Своему становлению и развитию эпоха Ренессанса в Венгрии обязана деятельности короля Матяша Корвина (1458-1490). Он был одним из тех просвещенных монархов, которые не жалели ни сил, ни средств для возвышения своего государства и придания ему блеска и всячески покровительствовали развитию при своем дворе искусства и литературы. Но не прошло и нескольких десятилетий после его смерти, как Венгрию наводнили турки, и страна на полтора века оказалась ввергнутой в непрерывную войну со всеми ее бедствиями и превратностями.
Однако упадок Венгрии был вызван не только иноземным нашествием; катастрофическое поражение в битве при Мохаче (1526) послужило сигналом для воцарения в стране самой разнузданной анархии и смуты. Из произведений венгерских писателей XVI в. вырисовывается наводящая ужас картина варварства и разгула диких, ничем не сдерживаемых страстей. Мысль о конце света овладевает умами, и тема возмездия и страшного суда настойчиво звучит в большинстве литературных произведений этого времени.
Такая воинственная и наполненная апокалиптическим страхом общественная атмосфера, казалось бы, не могла создать благоприятных условий для развития петраркистской лирики. И тем не менее одновременно с разрушительными силами в общественной жизни Венгрии возникали и проявляли себя силы созидательные. Венгерские феодалы, главным занятием которых были битвы, грабежи и насилия, мало-помалу научались употреблять свои богатства, приобретенные неблаговидными способами, на благородные цели и создавали в своих владениях дворы, в которых расцветало Возрождение. Таким образом, вторая половина XVI в. в Венгрии была ознаменована возобновлением, как бы «второй волной» Ренессанса.
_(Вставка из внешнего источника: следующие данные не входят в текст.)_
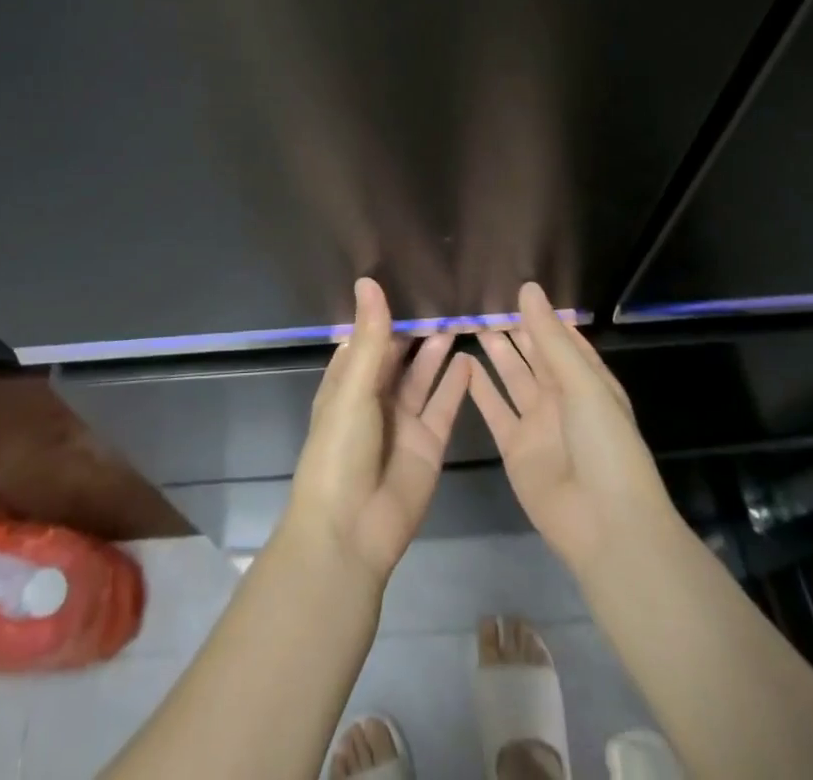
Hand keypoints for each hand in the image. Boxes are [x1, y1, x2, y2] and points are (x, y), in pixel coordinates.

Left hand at [286, 278, 473, 582]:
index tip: (411, 280)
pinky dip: (456, 384)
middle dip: (418, 330)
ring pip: (424, 377)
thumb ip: (370, 337)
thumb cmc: (340, 450)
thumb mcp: (354, 388)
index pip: (369, 338)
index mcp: (347, 381)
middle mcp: (375, 396)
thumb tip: (369, 281)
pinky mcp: (428, 444)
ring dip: (439, 351)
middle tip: (447, 296)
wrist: (351, 531)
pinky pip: (444, 406)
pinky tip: (471, 359)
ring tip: (462, 318)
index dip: (387, 314)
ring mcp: (403, 421)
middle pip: (399, 355)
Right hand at [469, 282, 679, 575]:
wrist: (605, 526)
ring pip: (513, 378)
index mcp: (588, 381)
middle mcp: (562, 399)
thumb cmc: (605, 445)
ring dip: (496, 354)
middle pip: (535, 356)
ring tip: (472, 323)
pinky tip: (461, 364)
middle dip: (514, 331)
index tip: (515, 288)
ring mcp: (538, 424)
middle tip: (483, 302)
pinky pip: (494, 411)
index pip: (563, 339)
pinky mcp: (515, 448)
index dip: (541, 316)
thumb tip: (528, 287)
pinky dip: (479, 389)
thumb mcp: (582, 384)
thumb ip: (550, 337)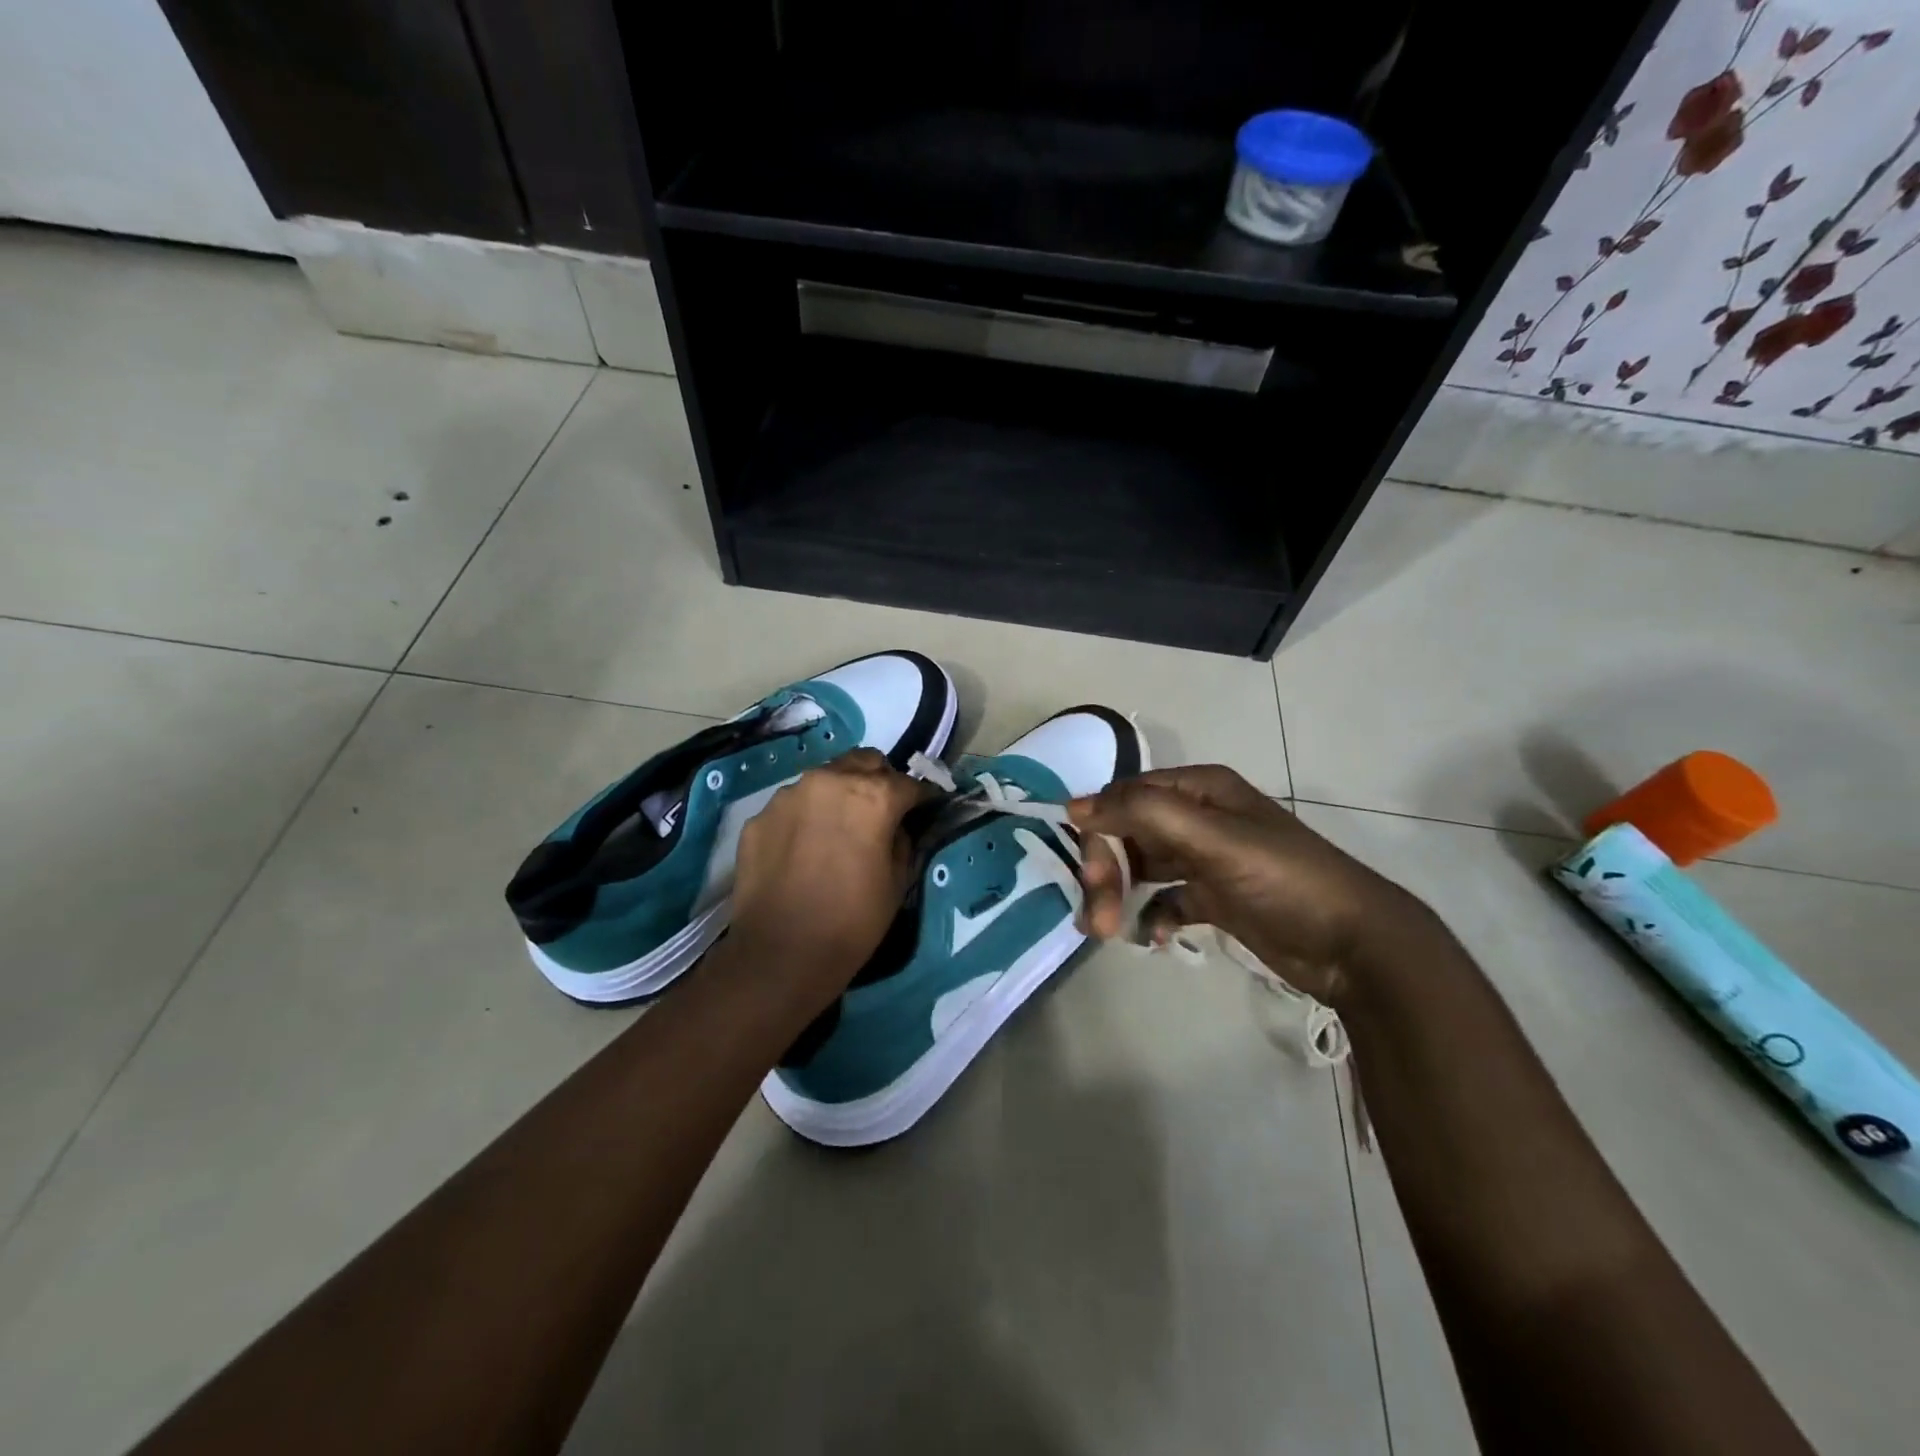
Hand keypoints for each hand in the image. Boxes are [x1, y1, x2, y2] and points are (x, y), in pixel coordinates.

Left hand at [728, 750, 928, 1012]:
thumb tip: (897, 827)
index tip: (927, 807)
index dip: (922, 797)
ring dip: (839, 794)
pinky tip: (805, 849)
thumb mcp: (897, 882)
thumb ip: (902, 840)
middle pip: (864, 762)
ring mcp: (788, 796)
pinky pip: (793, 806)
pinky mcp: (760, 817)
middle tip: (882, 810)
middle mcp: (829, 781)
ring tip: (839, 829)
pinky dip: (806, 817)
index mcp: (872, 796)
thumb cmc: (852, 921)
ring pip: (825, 779)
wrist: (780, 954)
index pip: (909, 783)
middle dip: (879, 779)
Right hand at [1068, 766, 1418, 1003]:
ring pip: (1142, 867)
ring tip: (1109, 932)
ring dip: (1120, 895)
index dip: (1099, 831)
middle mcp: (1198, 817)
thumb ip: (1144, 814)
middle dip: (1108, 872)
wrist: (1353, 944)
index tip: (1089, 875)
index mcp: (1199, 789)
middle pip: (1128, 834)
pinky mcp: (1213, 896)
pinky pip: (1165, 899)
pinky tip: (1153, 937)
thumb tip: (1075, 805)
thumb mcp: (1214, 839)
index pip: (1125, 798)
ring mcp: (1205, 858)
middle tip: (1097, 920)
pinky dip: (1152, 916)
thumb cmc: (1283, 880)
В этом новом расцвете культуры петраркизм занимал значительное место. Но особые исторические условия — перманентное состояние войны и неослабевающая угроза извне — придали «золотому веку» искусства в Венгрии своеобразные, специфические именно для этой страны черты.Венгерские феодальные правители, которые к середине XVI в. завоевали огромные земли и создали в своих крепостях и феодальных замках дворы, по пышности и роскоши не уступавшие дворам европейских монархов того времени, были одновременно центрами и культурными, и военными. Внутри они были обставлены с самой изысканной роскошью: прекрасные собрания картин, библиотеки, лоджии и галереи, украшенные росписью и лепкой, сады и оранжереи с редчайшими и дорогими цветами и растениями, вывезенными из-за границы; снаружи это были грозные бастионы с жерлами пушек, выглядывающими из бойниц, с головами турок, торчащими на копьях над зубцами крепостных стен, окруженных рвами с водой.
Эти укрепленные замки обычно были густо населены, и население каждого из них составляло как бы модель иерархического общества. Сеньора окружали многочисленные дворяне-вассалы; еще более многочисленны были молодые люди и девицы — дети этих дворян, — присланные ими туда из родовых поместий, чтобы они обучились благородным манерам и приобрели придворный лоск; затем шли священники, учителя, множество приглашенных гостей, слуги, постоянный гарнизон замка, всегда довольно значительный, а кроме того, — содержащиеся в подземельях пленники-турки.
То обстоятельство, что дворы венгерских феодалов существовали, как тогда говорили, «в самой пасти турок», придавало им своеобразный характер, наложивший специфический отпечаток на всю эпоху Возрождения в Венгрии.
Во внутренних покоях таких замков жили на итальянский манер, описанный в «Придворном» Валтасара Кастильоне: слушали итальянскую музыку, читали и передавали друг другу томики Петрарки и Ариосто. Но все это происходило в среде, сохранявшей варварский, воинственный и героический дух. И литература, рождавшаяся в этой среде, отражала ее двойственную сущность.
В эпоху позднего Ренессанса — во второй половине XVI в., когда вся культура и образ жизни в Европе приобрели гедонистическую утонченность, культура Венгрии не могла позволить себе ни оторваться от суровой реальной жизни, ни окунуться в праздное времяпрепровождение. И венгерская аристократия, давшая отечественной литературе ее первых великих поэтов, была твердо убеждена в том, что книги и оружие, перо и сабля неотделимы друг от друга.